About this task -> Be exact. Print each record as it stands.

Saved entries
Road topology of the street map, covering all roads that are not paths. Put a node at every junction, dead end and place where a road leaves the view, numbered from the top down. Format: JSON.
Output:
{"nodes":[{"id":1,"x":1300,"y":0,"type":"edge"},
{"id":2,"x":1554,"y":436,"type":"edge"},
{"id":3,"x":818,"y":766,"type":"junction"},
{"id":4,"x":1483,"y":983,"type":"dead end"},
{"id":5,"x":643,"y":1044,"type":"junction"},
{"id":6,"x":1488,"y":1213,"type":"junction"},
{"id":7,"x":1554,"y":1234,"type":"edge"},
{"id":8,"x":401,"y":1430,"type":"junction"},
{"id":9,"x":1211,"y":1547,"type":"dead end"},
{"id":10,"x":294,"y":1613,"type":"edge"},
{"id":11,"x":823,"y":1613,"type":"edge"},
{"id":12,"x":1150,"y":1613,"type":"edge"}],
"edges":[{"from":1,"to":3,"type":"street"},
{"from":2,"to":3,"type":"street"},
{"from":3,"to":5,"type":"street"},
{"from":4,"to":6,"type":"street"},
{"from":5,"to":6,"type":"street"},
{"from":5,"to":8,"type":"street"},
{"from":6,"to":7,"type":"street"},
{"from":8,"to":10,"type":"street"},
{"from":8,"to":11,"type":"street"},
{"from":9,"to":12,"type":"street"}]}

Response ->
Road topology of the street map, covering all roads that are not paths. Put a node at every junction, dead end and place where a road leaves the view, numbered from the top down. Format: JSON.
Output:
{"nodes":[{"id":1,"x":1300,"y":0,"type":"edge"},
{"id":2,"x":1554,"y":436,"type":"edge"},
{"id":3,"x":818,"y":766,"type":"junction"},
{"id":4,"x":1483,"y":983,"type":"dead end"},
{"id":5,"x":643,"y":1044,"type":"junction"},
{"id":6,"x":1488,"y":1213,"type":"junction"},
{"id":7,"x":1554,"y":1234,"type":"edge"},
{"id":8,"x":401,"y":1430,"type":"junction"},
{"id":9,"x":1211,"y":1547,"type":"dead end"},
{"id":10,"x":294,"y":1613,"type":"edge"},
{"id":11,"x":823,"y":1613,"type":"edge"},
{"id":12,"x":1150,"y":1613,"type":"edge"}],
"edges":[{"from":1,"to":3,"type":"street"},
{"from":2,"to":3,"type":"street"},
{"from":3,"to":5,"type":"street"},
{"from":4,"to":6,"type":"street"},
{"from":5,"to":6,"type":"street"},
{"from":5,"to":8,"type":"street"},
{"from":6,"to":7,"type":"street"},
{"from":8,"to":10,"type":"street"},
{"from":8,"to":11,"type":"street"},
{"from":9,"to":12,"type":"street"}]}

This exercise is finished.